**DATA EXTRACTS**:
+ + + +

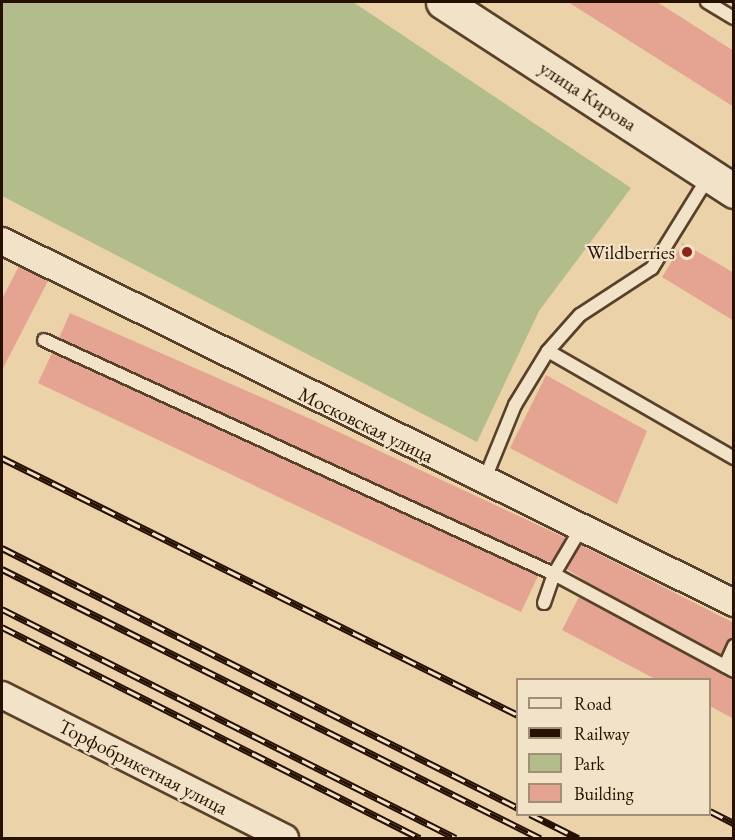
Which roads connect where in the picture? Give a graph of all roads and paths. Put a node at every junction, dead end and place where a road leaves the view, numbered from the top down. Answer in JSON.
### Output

+ + + +

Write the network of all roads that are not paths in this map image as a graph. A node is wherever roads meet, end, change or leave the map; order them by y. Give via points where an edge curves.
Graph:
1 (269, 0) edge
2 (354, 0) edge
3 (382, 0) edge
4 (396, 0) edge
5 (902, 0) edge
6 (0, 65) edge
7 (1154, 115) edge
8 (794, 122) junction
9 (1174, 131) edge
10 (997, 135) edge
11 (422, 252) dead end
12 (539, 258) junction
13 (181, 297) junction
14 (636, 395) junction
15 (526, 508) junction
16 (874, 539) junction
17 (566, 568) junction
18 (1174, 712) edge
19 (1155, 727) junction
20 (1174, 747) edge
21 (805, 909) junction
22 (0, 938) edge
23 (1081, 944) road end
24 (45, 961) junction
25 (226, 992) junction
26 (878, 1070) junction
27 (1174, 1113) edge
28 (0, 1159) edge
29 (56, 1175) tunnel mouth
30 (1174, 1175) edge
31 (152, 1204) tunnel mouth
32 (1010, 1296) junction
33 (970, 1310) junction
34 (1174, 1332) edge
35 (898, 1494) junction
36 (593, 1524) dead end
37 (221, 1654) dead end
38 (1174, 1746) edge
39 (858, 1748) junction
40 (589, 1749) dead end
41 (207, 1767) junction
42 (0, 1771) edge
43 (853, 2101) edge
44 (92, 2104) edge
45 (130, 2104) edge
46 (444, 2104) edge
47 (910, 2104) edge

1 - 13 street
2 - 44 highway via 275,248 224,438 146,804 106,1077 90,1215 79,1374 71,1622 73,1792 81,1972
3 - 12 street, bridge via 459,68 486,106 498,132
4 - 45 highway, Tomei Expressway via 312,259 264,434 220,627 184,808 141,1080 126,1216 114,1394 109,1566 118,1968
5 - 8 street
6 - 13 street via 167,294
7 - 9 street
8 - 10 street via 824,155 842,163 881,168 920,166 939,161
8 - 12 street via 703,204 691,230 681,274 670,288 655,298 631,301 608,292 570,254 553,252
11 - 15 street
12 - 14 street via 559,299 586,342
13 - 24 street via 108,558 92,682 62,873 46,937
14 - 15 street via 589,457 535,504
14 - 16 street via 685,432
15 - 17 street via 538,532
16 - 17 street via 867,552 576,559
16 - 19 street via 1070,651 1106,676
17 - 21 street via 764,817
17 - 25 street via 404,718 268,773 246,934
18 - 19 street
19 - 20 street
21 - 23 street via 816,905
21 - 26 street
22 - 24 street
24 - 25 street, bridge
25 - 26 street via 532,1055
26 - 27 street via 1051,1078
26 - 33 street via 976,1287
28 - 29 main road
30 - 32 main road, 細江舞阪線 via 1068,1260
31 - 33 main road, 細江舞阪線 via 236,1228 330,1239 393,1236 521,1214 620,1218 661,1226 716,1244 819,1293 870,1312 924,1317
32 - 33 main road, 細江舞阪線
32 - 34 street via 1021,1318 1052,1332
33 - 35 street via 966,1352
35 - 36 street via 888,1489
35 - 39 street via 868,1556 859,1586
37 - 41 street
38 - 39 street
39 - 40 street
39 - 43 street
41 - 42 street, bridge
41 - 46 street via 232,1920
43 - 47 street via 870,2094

+ + + +

**TASK**:
Could you filter the entries above for lines holding the string "Give" and copy them?

**RESPONSE FOR THIS EXERCISE**:
Which roads connect where in the picture? Give a graph of all roads and paths. Put a node at every junction, dead end and place where a road leaves the view, numbered from the top down. Answer in JSON.
Write the network of all roads that are not paths in this map image as a graph. A node is wherever roads meet, end, change or leave the map; order them by y. Give via points where an edge curves.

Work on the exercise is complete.